TASK PROMPT. For each line below that contains the word "Angola", make a copy.

------------------------------------

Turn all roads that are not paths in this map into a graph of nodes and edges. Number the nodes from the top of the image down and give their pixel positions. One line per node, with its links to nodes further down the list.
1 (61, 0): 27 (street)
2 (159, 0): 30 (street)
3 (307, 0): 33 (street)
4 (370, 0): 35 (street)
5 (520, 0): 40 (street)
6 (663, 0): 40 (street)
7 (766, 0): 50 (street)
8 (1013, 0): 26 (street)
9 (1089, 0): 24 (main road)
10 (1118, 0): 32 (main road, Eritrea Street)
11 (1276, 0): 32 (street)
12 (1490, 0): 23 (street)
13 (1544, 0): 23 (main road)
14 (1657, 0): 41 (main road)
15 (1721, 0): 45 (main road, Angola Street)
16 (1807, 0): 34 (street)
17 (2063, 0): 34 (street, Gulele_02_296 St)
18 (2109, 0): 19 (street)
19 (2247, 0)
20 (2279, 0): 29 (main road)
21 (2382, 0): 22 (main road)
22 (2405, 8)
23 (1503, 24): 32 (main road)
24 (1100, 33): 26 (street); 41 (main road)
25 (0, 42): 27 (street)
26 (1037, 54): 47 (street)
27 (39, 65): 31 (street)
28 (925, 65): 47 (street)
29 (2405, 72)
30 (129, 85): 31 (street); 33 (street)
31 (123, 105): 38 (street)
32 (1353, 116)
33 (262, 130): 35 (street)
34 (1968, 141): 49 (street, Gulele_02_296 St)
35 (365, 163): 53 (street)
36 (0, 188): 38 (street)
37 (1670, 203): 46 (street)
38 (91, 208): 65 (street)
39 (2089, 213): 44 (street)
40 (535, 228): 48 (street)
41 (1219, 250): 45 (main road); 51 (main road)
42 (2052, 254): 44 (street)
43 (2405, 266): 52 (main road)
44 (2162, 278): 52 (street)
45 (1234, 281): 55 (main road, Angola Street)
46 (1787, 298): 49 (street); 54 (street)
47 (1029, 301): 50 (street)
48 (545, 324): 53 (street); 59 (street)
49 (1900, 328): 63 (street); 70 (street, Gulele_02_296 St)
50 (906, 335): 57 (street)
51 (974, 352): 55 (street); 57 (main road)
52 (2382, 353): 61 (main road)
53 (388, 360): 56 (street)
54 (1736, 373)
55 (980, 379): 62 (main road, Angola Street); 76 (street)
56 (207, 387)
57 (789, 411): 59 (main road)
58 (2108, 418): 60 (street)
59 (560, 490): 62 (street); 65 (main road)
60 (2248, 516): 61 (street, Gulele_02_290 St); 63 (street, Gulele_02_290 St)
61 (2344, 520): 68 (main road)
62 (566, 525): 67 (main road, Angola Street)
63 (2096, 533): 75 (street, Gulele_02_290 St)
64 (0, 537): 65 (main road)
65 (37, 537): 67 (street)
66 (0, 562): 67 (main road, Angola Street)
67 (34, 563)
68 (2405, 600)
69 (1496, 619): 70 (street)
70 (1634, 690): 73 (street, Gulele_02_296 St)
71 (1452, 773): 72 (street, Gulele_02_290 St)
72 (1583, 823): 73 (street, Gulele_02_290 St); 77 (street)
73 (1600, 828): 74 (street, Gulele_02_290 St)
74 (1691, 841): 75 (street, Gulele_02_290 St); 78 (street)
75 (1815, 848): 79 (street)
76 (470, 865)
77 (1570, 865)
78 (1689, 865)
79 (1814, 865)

------------------------------------

ANSWER TO THIS TASK.
15 (1721, 0): 45 (main road, Angola Street)
45 (1234, 281): 55 (main road, Angola Street)
55 (980, 379): 62 (main road, Angola Street); 76 (street)
62 (566, 525): 67 (main road, Angola Street)
66 (0, 562): 67 (main road, Angola Street)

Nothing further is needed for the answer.